微藻的培养工艺 [药用真菌培养工艺分析]
摘要介绍了分批培养和连续培养2种药用真菌培养工艺,以期为药用真菌工业化生产提供借鉴。 关键词药用真菌;分批培养;连续培养 中图分类号S567.3文献标识码A文章编号 1007-5739(2011)08-0032-01
AnalysisonCultureTechnologyofMedicinalFungi
LIU Chang-jun 1WAGN Li-yan 2LI Nai-jie 1
(1 Changbaishan Vocational & Technical College,Baishan Jilin 134300; 2 Jilin Agricultural University)
AbstractBatch culture and continuous culture were introduced,which were culture technology of medicinal fungi,in order to provide references for industrial production of medicinal fungi.
Key wordsmedicinal fungi;batch culture;continuous culture
我国利用真菌作为药物治病至少有2 500年的历史,《神农本草经》有灵芝、茯苓、猪苓、冬虫夏草等药用真菌的记载。自20世纪60年代始,药用真菌早期研究着重于人工栽培,涉及茯苓、猴头、灵芝等真菌。70年代以来,对药用真菌的开发利用已从早期的使用子实体配伍入药发展到工业深层发酵。珍稀药用真菌更是受到较广泛的关注,科学合理的培养工艺便成为药用真菌工业化生产的开发课题。
1分批培养
分批培养也叫密闭培养,一般采用烧瓶作为培养容器,是指在一个相对独立的密闭系统中,一次性投入培养基接种培养微生物的方式。该培养方式由于培养系统相对密闭,随着培养时间的延长,营养物被微生物消耗而得不到及时地补充并改善抑制微生物生长的环境条件,无法及时将代谢产物从培养系统中排出,导致微生物细胞生长繁殖所需的营养条件与外部环境逐步恶化。微生物的群体生长在这个过程中首先表现出对新环境的适应,然后渐渐进入快速生长期,而后较快转入稳定期,最后衰亡[1]。

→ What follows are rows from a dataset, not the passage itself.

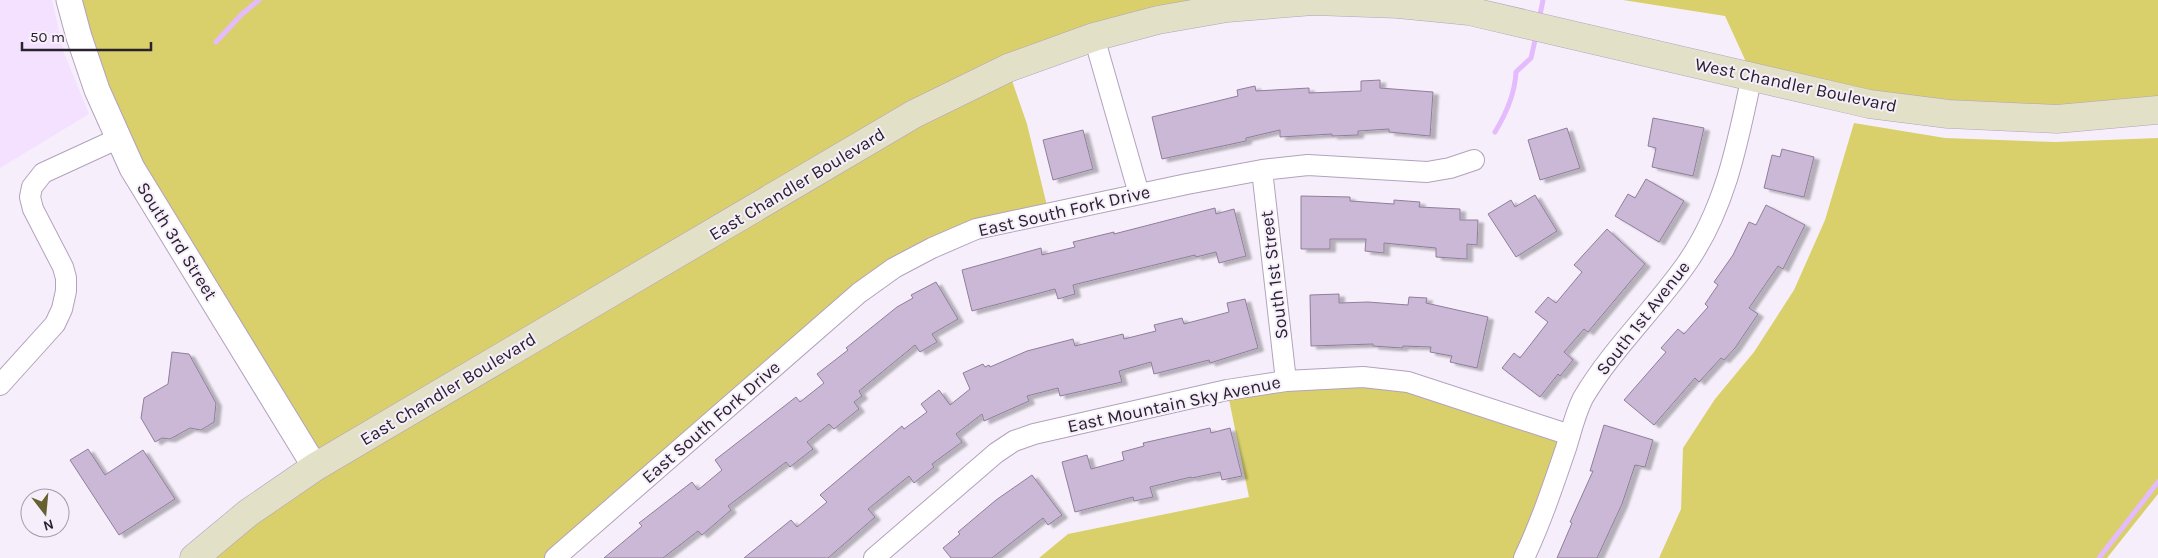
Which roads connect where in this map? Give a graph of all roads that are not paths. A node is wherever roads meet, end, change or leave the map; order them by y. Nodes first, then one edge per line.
1 (69, 0) edge
2 (1470, 6) edge
3 (1094, 37) junction
4 (1752, 75) junction
5 (2158, 110) edge
6 (117, 139) junction
7 (1474, 160) dead end
8 (1262, 170) junction
9 (1138, 194) junction
10 (1286, 381) junction
11 (0, 385) edge
12 (1570, 435) junction
13 (315, 467) junction
14 (194, 558) edge
15 (555, 558) edge
16 (874, 558) edge
17 (1524, 558) edge

1 - 6 street, South 3rd Street
2 - 3 main road, East Chandler Boulevard
2 - 4 main road, West Chandler Boulevard
3 - 9 street
3 - 13 main road, East Chandler Boulevard
4 - 5 main road, West Chandler Boulevard
4 - 12 street, South 1st Avenue
6 - 11 street
6 - 13 street, South 3rd Street
7 - 8 street, East South Fork Drive
8 - 9 street, East South Fork Drive
8 - 10 street, South 1st Street
9 - 15 street, East South Fork Drive
10 - 12 street, East Mountain Sky Avenue
10 - 16 street, East Mountain Sky Avenue
12 - 17 street, South 1st Avenue
13 - 14 main road, East Chandler Boulevard

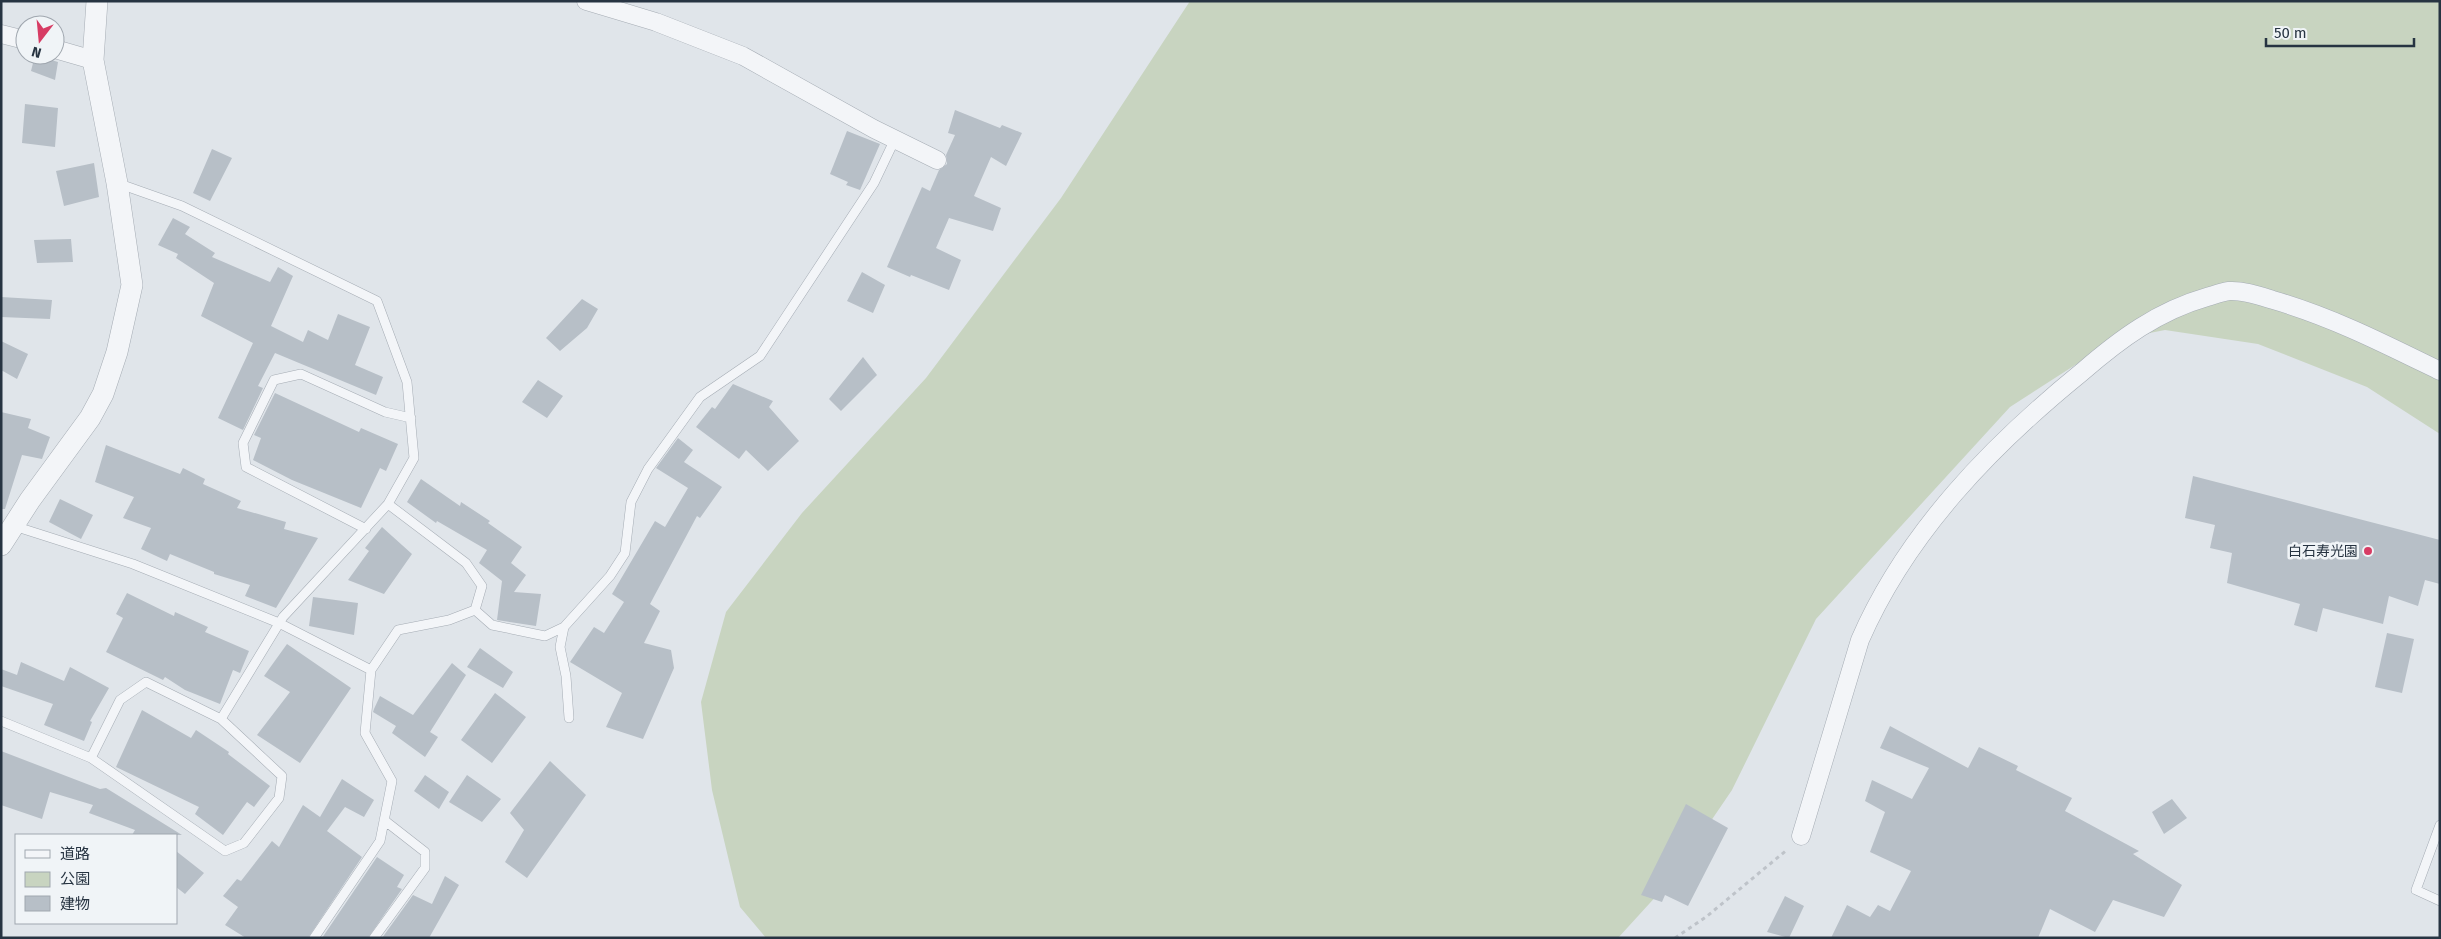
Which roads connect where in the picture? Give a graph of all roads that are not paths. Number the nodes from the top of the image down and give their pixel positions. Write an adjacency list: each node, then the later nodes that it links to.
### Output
1 (97, 1): 6 (street)
2 (586, 1): 7 (street)
3 (1, 34): 4 (street)
4 (15, 38)
5 (65, 52): 6 (street)
6 (93, 60): 9 (street)
7 (894, 139): 8 (street); 18 (lane)
8 (937, 160)
9 (117, 183): 11 (lane); 13 (street)
10 (2440, 371): 26 (street)
11 (411, 418): 12 (lane); 14 (lane)
12 (388, 504): 14 (lane); 16 (lane)
13 (13, 526): 15 (street); 17 (lane)
14 (366, 528): 17 (lane)
15 (1, 545)
16 (476, 610): 18 (lane); 19 (lane)
17 (279, 623): 19 (lane); 21 (lane)
18 (564, 627): 20 (lane)
19 (371, 670): 24 (lane)
20 (569, 718)
21 (221, 719): 23 (lane); 23 (lane)
22 (1, 721): 23 (lane)
23 (92, 758)
24 (384, 820): 28 (lane); 29 (lane)
25 (2440, 826): 27 (lane)
26 (1801, 836)
27 (2440, 901)
28 (314, 938)
29 (374, 938)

分批培养操作相对简单、方便,批次明显、周期短。这是因为其生长曲线的重要阶段难以延长,其传统工艺流程如下:试管斜面菌种培养(25 ℃,15 d)→500 mL摇瓶种子培养(24~26 ℃,振荡培养15 d)→500 mL摇瓶种子培养(24~26 ℃,振荡培养5~6 d)→5 000 mL摇瓶种子培养(24~28 ℃,振荡培养3~4 d)→种子罐种子培养(24~28 ℃,通气培养4~5 d)→发酵培养(24~28 ℃,通气培养7~8 d)→发酵液过滤,烘干菌丝体,压片,或将发酵液浓缩制成糖浆[2]。
2连续培养
微生物的连续培养是相对于分批培养而言的。连续培养是指在深入研究分批培养中生长曲线形成内在机制的基础上,开放培养系统,不断补充营养液、解除抑制因子、优化生长代谢环境的培养方式。因其具有相对开放的培养系统,所以连续培养也称开放培养,具有显著的特点与优势。它可以根据研究者的目的,在一定程度上人为控制典型生长曲线中某个时期,使之缩短或延长时间,使该时期的细胞加速或降低代谢速率,大大提高培养过程的人为可控性和效率(图1)。连续培养模式应用于发酵工业则称之为连续发酵。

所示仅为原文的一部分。